Qantas’ Alan Joyce renews calls for Queensland to fully reopen
Alan Joyce has upped calls for Queensland to reopen to Sydneysiders, saying ‘the popular decision isn’t always the right one’.
Qantas CEO Alan Joyce has warned the newly re-elected Queensland Premier that “sometimes the popular decision isn’t the right one” has he continues to campaign for borders to reopen.
Annastacia Palaszczuk has confirmed the decision not to reopen Queensland to residents of greater Sydney or Victoria, will not be reviewed until the end of the month.
Speaking on Sydney’s radio 2GB on Monday, Mr Joyce described the Premier’s hard line on borders as “extremely frustrating” and said the stance was causing economic and social damage.
“What gets me is this is obviously popular. She’s won the election and congratulations to the Premier. But sometimes the popular decision is not the right decision and there’s a lot of factors going into this that clearly are not going into it,” Mr Joyce said.
“We have a very different position across the country.”
He questioned why Australia’s states and territories could not adopt a uniform approach, such as that achieved within the Qantas Group.

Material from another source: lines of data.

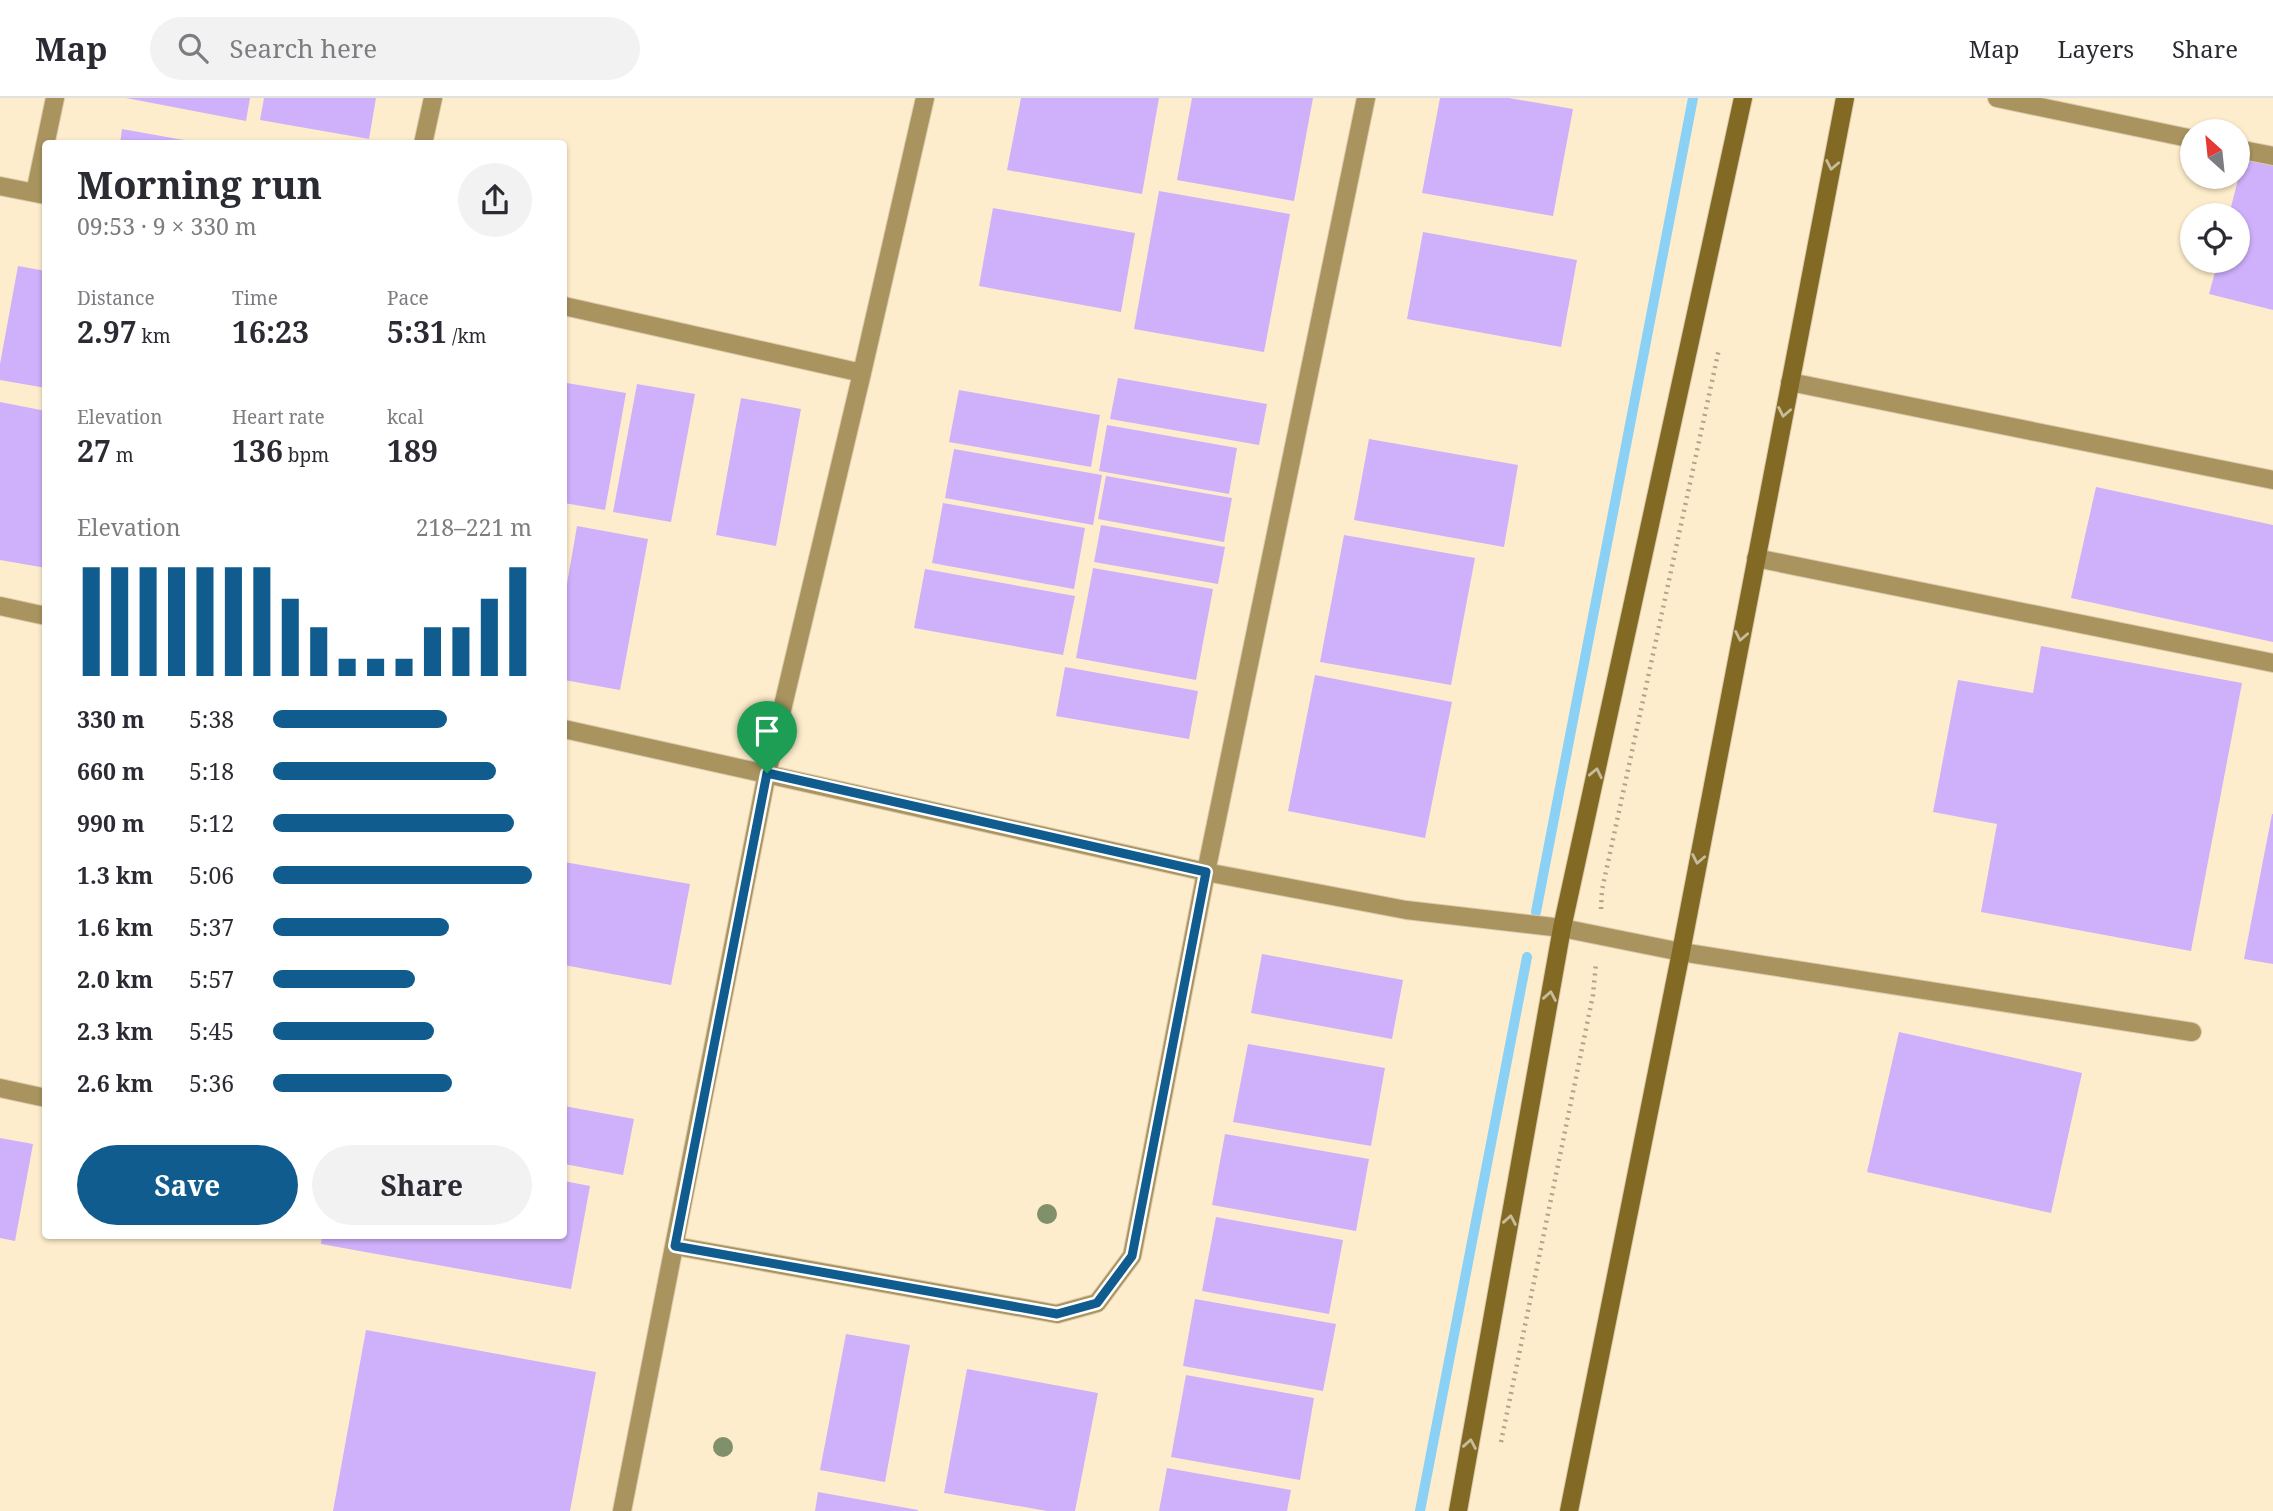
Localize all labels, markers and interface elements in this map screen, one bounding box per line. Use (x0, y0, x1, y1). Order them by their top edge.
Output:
search box (150, 17, 640, 80)
text: Map (35, 26, 108, 71)
icon: search (174, 29, 212, 67)
text: Search here (230, 30, 377, 66)
text: Map (1969, 32, 2020, 65)
text: Layers (2058, 32, 2134, 65)
text: Share (2172, 32, 2238, 65)
north arrow (2180, 119, 2250, 189)
map controls (2180, 119, 2250, 273)
text: Morning run (77, 158, 322, 210)
one-way arrow (1825, 159, 1840, 171)
button: share (458, 163, 532, 237)
button: locate (2180, 203, 2250, 273)
text: 09:53 · 9 × 330 m (77, 210, 257, 242)
text: Distance (77, 285, 155, 311)
text: Time (232, 285, 278, 311)
text: Pace (387, 285, 429, 311)
text: 2.97 (77, 311, 137, 352)
text: 16:23 (232, 311, 309, 352)
text: 5:31 (387, 311, 447, 352)
text: km (137, 323, 171, 349)
text: /km (447, 323, 486, 349)
text: Elevation (77, 404, 163, 430)
text: Heart rate (232, 404, 325, 430)
text: kcal (387, 404, 424, 430)
one-way arrow (1778, 406, 1793, 418)
text: 27 (77, 430, 111, 471)
text: 136 (232, 430, 283, 471)
text: 189 (387, 430, 438, 471)
text: m (111, 442, 134, 468)
text: bpm (283, 442, 329, 468)
text: Elevation (77, 511, 181, 543)
text: 218–221 m (416, 511, 532, 543)
one-way arrow (1735, 630, 1750, 642)
pin (737, 701, 797, 773)
text: 330 m (77, 703, 145, 735)
text: 5:38 (189, 703, 234, 735)
icon: arrive (748, 712, 786, 750)
text: 660 m (77, 755, 145, 787)
text: 5:18 (189, 755, 234, 787)
one-way arrow (1587, 767, 1602, 779)
text: 990 m (77, 807, 145, 839)
text: 5:12 (189, 807, 234, 839)
one-way arrow (1692, 853, 1707, 865)
text: 1.3 km (77, 859, 153, 891)
text: 5:06 (189, 859, 234, 891)
text: 1.6 km (77, 911, 153, 943)
text: 5:37 (189, 911, 234, 943)
text: 2.0 km (77, 963, 153, 995)
text: 5:57 (189, 963, 234, 995)
one-way arrow (1542, 990, 1557, 1002)
text: 2.3 km (77, 1015, 153, 1047)
text: 5:45 (189, 1015, 234, 1047)
text: 2.6 km (77, 1067, 153, 1099)
text: 5:36 (189, 1067, 234, 1099)
button: Save (77, 1145, 298, 1225)
button: Share (312, 1145, 532, 1225)
one-way arrow (1502, 1214, 1517, 1226)
one-way arrow (1462, 1438, 1477, 1450)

“We’ve got eight airlines in the Qantas Group with eight heads of safety and we’re regarded as the safest airline in the world. Those eight people come together all the time and they come up with a definition of what’s safe for the group and the same standard applies across the board,” said Mr Joyce.
“What can’t that be done in Australia? Why can’t we have with the eight states and territories, a similar standard that everybody understands, that everybody knows.”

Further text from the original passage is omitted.